Juros mínimos do novo programa habitacional do governo variam de 4,25% a 7,66%

Amanda Pupo, O Estado de S.Paulo

25 de agosto de 2020 | 16h21

BRASÍLIA - O grupo de maior renda que será atendido pelo novo programa habitacional do governo, Casa Verde e Amarela, poderá financiar imóveis com taxa de juros a partir de 7,16% ao ano, sem distinção entre as regiões Norte e Nordeste e o restante do País. O alvo, chamado de 'grupo 3', são as famílias com renda mensal que vai de R$ 4 mil a R$ 7 mil.

Já para o grupo 2, que atende famílias com renda entre R$ 2 mil mensais e R$ 4 mil mensais, o governo elaborou taxas de juros que partem de 4,75% ao ano para Nordeste e Norte, e de 5% para as demais regiões. O piso servirá das taxas é direcionado a cotistas do Fundo de Garantia do Tempo de Serviço (FGTS).

No grupo 1, que atenderá as famílias mais pobres, com renda mensal de até R$ 2 mil, a taxa de juros foi definida a partir de 4,25% ao ano para Norte e Nordeste, e 4,5% para o resto do Brasil.
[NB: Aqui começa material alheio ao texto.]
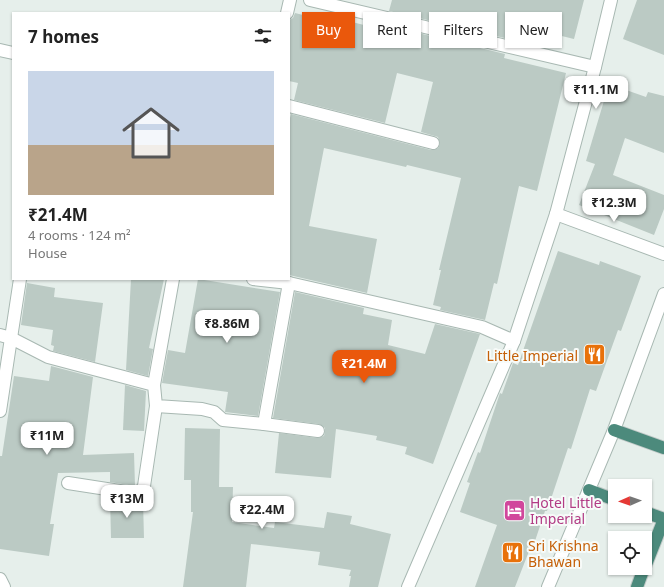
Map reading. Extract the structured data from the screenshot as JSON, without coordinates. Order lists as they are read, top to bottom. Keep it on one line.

Diferente do Minha Casa Minha Vida, o novo programa não será mais composto de faixas. Segundo o diretor do Departamento de Produção Habitacional, do Ministério do Desenvolvimento Regional (MDR), Helder Melillo, as famílias do grupo 1 poderão ser atendidas com o financiamento habitacional, de juros reduzidos, com uma unidade subsidiada, como nos moldes do Minha Casa Minha Vida (o governo não divulgou o valor do subsídio), ou ainda com a regularização fundiária e pequenas reformas em suas casas.  

O ministro do Desenvolvimento Regional, Rogério Marinho, sinalizou que o novo programa não deve, no momento,  contemplar novas famílias na faixa com maiores subsídios.

"As pessoas perguntam, 'vai reiniciar o faixa um?'. Temos quase 200 mil unidades em carteira. Seria irresponsabilidade da nossa parte iniciar novas unidades habitacionais sem terminar as que estão sendo construídas. Nossa prioridade é terminar o que foi começado", afirmou.

Lançado em 2009, o Minha Casa Minha Vida foi criado no governo do ex-presidente Luiz Inácio Lula da Silva, com o objetivo de reduzir o déficit habitacional no País.

Com os seguidos rombos nas contas públicas e orçamento mais restrito a cada ano, o programa passou a conviver com atrasos de repasses e obras atrasadas.